Saved entries
====================

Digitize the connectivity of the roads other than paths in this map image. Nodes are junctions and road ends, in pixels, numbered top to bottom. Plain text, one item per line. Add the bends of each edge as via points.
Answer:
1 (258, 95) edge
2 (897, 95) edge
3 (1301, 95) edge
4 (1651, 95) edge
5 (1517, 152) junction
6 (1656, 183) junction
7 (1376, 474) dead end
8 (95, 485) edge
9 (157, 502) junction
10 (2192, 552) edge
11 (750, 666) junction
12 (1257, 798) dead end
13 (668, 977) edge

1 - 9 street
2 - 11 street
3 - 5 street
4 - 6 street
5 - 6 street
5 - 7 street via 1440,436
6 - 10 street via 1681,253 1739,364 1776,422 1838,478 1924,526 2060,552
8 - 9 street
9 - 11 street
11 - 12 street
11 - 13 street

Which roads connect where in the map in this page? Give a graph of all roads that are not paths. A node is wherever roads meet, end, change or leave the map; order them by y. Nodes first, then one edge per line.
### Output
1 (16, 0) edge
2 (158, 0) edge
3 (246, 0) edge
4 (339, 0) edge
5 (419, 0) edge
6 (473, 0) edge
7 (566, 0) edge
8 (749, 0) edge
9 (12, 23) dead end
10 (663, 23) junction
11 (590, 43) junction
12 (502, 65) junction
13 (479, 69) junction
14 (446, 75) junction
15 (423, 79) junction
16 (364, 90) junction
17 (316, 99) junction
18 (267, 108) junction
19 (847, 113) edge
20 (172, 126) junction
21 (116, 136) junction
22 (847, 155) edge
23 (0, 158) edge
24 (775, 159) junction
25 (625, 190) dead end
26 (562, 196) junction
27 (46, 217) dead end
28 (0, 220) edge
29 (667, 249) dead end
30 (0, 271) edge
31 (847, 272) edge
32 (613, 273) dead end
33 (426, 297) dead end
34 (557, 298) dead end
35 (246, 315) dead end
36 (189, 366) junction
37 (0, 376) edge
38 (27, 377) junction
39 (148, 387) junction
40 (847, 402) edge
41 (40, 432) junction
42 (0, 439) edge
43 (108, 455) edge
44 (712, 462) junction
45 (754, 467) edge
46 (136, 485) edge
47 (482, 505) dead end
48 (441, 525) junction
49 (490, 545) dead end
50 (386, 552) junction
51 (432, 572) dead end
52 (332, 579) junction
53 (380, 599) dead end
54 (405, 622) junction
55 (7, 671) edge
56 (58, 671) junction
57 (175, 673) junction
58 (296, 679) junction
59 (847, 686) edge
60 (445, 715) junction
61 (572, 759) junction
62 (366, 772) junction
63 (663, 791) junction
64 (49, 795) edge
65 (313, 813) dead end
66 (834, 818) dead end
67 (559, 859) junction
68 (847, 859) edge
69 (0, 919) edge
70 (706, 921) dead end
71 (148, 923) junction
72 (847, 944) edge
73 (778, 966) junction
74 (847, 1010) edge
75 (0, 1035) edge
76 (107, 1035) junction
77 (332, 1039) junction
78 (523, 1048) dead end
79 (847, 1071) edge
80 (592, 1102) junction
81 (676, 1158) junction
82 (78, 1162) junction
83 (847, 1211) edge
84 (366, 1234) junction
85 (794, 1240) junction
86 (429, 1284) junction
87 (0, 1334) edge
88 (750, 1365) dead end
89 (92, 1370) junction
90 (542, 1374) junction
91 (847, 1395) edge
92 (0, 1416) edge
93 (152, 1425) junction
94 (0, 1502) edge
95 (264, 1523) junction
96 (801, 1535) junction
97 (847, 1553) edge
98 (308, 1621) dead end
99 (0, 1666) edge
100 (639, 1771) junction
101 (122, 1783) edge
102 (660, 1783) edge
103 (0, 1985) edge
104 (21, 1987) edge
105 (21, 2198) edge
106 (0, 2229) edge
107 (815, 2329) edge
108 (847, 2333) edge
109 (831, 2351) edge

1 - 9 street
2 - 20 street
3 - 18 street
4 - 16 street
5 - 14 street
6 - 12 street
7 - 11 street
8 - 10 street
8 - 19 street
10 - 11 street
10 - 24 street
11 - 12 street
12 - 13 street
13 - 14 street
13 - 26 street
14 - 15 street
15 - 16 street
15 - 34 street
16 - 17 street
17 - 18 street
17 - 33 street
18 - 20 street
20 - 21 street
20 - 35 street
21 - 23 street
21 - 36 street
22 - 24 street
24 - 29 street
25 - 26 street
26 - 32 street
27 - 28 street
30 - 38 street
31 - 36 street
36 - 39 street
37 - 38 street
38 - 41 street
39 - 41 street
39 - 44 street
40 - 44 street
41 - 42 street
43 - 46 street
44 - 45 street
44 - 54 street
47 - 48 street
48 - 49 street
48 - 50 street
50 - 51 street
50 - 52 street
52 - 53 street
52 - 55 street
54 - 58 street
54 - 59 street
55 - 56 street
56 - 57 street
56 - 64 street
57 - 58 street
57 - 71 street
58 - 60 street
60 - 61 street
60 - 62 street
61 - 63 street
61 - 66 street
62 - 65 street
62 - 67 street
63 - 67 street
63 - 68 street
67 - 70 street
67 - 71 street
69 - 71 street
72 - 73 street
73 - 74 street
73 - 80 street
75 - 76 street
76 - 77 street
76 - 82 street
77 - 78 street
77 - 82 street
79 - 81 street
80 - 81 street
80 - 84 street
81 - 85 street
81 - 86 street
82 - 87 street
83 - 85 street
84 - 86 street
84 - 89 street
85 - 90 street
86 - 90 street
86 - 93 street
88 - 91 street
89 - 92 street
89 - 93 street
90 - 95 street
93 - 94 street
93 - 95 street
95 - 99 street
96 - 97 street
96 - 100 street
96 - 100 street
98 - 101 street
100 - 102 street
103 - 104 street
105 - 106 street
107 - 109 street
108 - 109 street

====================

#### [The problem]
Write out a verbatim copy of the data, beginning with its first line and ending with the line that contains "Which roads connect".

#### [Result for this exercise]
Digitize the connectivity of the roads other than paths in this map image. Nodes are junctions and road ends, in pixels, numbered top to bottom. Plain text, one item per line. Add the bends of each edge as via points.
Answer:
1 (258, 95) edge
2 (897, 95) edge
3 (1301, 95) edge
4 (1651, 95) edge
5 (1517, 152) junction
6 (1656, 183) junction
7 (1376, 474) dead end
8 (95, 485) edge
9 (157, 502) junction
10 (2192, 552) edge
11 (750, 666) junction
12 (1257, 798) dead end
13 (668, 977) edge

1 - 9 street
2 - 11 street
3 - 5 street
4 - 6 street
5 - 6 street
5 - 7 street via 1440,436
6 - 10 street via 1681,253 1739,364 1776,422 1838,478 1924,526 2060,552
8 - 9 street
9 - 11 street
11 - 12 street
11 - 13 street

Which roads connect where in the map in this page? Give a graph of all roads that are not paths. A node is wherever roads meet, end, change or leave the map; order them by y. Nodes first, then one edge per line.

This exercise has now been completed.